Source data:
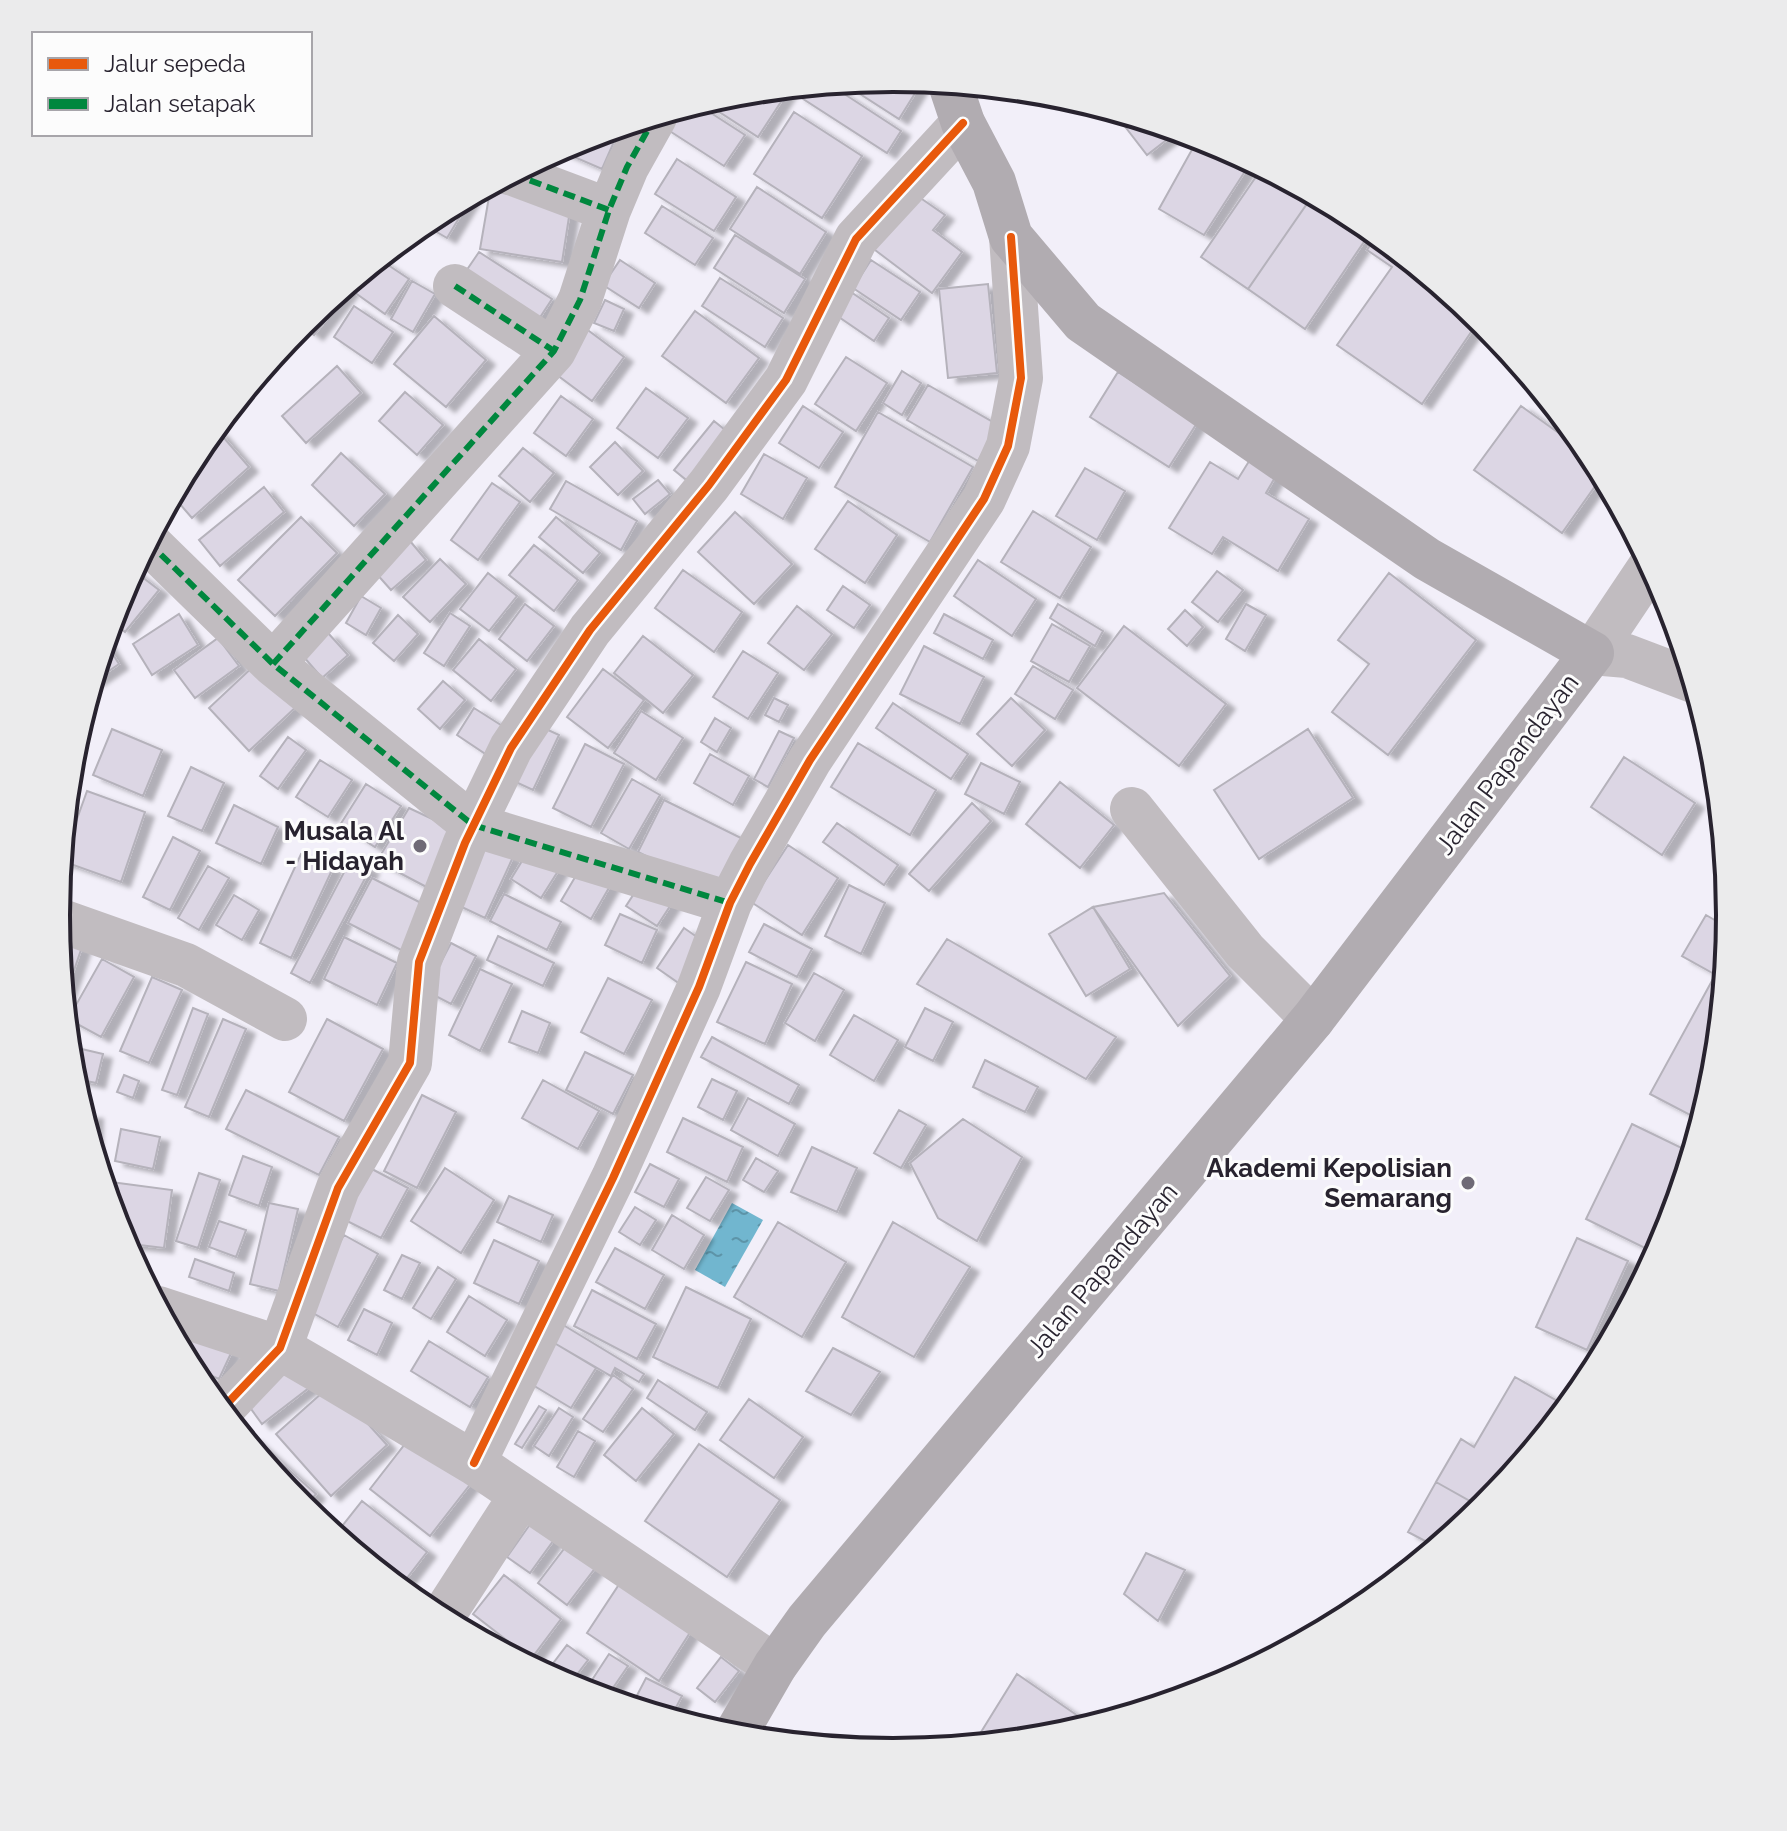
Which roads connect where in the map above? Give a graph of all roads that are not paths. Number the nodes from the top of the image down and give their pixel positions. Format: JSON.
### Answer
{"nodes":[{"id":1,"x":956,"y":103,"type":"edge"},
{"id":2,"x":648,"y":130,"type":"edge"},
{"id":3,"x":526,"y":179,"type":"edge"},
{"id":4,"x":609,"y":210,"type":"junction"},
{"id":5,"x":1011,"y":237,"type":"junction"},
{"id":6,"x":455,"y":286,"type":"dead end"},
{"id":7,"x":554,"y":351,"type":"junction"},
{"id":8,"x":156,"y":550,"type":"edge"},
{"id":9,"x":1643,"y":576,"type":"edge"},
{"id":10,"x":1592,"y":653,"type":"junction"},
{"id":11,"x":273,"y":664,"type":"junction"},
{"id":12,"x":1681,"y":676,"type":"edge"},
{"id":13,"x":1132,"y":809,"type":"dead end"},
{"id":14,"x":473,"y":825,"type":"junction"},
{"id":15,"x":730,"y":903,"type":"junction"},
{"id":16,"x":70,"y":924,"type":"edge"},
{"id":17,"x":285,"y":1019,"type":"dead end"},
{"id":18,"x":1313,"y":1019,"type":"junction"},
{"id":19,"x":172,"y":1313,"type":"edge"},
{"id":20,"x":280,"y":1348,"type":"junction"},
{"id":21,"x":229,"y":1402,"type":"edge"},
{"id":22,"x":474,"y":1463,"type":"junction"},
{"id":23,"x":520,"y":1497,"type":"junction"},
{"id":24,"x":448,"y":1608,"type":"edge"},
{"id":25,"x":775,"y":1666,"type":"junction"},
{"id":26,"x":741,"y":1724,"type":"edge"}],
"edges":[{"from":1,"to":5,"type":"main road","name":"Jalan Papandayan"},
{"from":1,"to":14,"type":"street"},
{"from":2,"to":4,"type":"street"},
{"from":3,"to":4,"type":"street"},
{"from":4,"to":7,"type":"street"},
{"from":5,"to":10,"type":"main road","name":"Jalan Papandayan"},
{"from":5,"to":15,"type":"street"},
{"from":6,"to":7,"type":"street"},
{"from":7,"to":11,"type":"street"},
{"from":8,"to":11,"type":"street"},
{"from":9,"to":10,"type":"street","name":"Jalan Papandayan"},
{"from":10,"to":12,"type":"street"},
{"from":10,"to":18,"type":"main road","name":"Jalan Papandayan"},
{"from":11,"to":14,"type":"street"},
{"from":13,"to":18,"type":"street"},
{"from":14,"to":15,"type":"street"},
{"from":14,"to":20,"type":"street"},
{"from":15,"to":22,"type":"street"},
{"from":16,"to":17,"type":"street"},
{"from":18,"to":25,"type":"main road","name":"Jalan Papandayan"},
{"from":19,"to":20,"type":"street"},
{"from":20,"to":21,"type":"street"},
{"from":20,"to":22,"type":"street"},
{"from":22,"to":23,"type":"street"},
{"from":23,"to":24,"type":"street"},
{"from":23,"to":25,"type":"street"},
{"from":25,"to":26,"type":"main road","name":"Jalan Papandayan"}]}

What needs to be done:
Every entry above needs to be copied exactly, and no pictures go with it.

Task solution:
Which roads connect where in the map above? Give a graph of all roads that are not paths. Number the nodes from the top of the image down and give their pixel positions. Format: JSON.
### Answer
{"nodes":[{"id":1,"x":956,"y":103,"type":"edge"},
{"id":2,"x":648,"y":130,"type":"edge"},
{"id":3,"x":526,"y":179,"type":"edge"},
{"id":4,"x":609,"y":210,"type":"junction"},
{"id":5,"x":1011,"y":237,"type":"junction"},
{"id":6,"x":455,"y":286,"type":"dead end"},
{"id":7,"x":554,"y":351,"type":"junction"},
{"id":8,"x":156,"y":550,"type":"edge"},
{"id":9,"x":1643,"y":576,"type":"edge"},
{"id":10,"x":1592,"y":653,"type":"junction"},
{"id":11,"x":273,"y":664,"type":"junction"},
{"id":12,"x":1681,"y":676,"type":"edge"},
{"id":13,"x":1132,"y":809,"type":"dead end"},
{"id":14,"x":473,"y":825,"type":"junction"},
{"id":15,"x":730,"y":903,"type":"junction"},
{"id":16,"x":70,"y":924,"type":"edge"},
{"id":17,"x":285,"y":1019,"type":"dead end"},
{"id":18,"x":1313,"y":1019,"type":"junction"},
{"id":19,"x":172,"y":1313,"type":"edge"},
{"id":20,"x":280,"y":1348,"type":"junction"},
{"id":21,"x":229,"y":1402,"type":"edge"},
{"id":22,"x":474,"y":1463,"type":"junction"},
{"id":23,"x":520,"y":1497,"type":"junction"},
{"id":24,"x":448,"y":1608,"type":"edge"},
{"id":25,"x":775,"y":1666,"type":"junction"},
{"id":26,"x":741,"y":1724,"type":"edge"}],
"edges":[{"from":1,"to":5,"type":"main road","name":"Jalan Papandayan"},
{"from":1,"to":14,"type":"street"},
{"from":2,"to":4,"type":"street"},
{"from":3,"to":4,"type":"street"},
{"from":4,"to":7,"type":"street"},
{"from":5,"to":10,"type":"main road","name":"Jalan Papandayan"},
{"from":5,"to":15,"type":"street"},
{"from":6,"to":7,"type":"street"},
{"from":7,"to":11,"type":"street"},
{"from":8,"to":11,"type":"street"},
{"from":9,"to":10,"type":"street","name":"Jalan Papandayan"},
{"from":10,"to":12,"type":"street"},
{"from":10,"to":18,"type":"main road","name":"Jalan Papandayan"},
{"from":11,"to":14,"type":"street"},
{"from":13,"to":18,"type":"street"},
{"from":14,"to":15,"type":"street"},
{"from":14,"to":20,"type":"street"},
{"from":15,"to":22,"type":"street"},
{"from":16,"to":17,"type":"street"},
{"from":18,"to":25,"type":"main road","name":"Jalan Papandayan"},
{"from":19,"to":20,"type":"street"},
{"from":20,"to":21,"type":"street"},
{"from":20,"to":22,"type":"street"},
{"from":22,"to":23,"type":"street"},
{"from":23,"to":24,"type":"street"},
{"from":23,"to":25,"type":"street"},
{"from":25,"to":26,"type":"main road","name":"Jalan Papandayan"}]}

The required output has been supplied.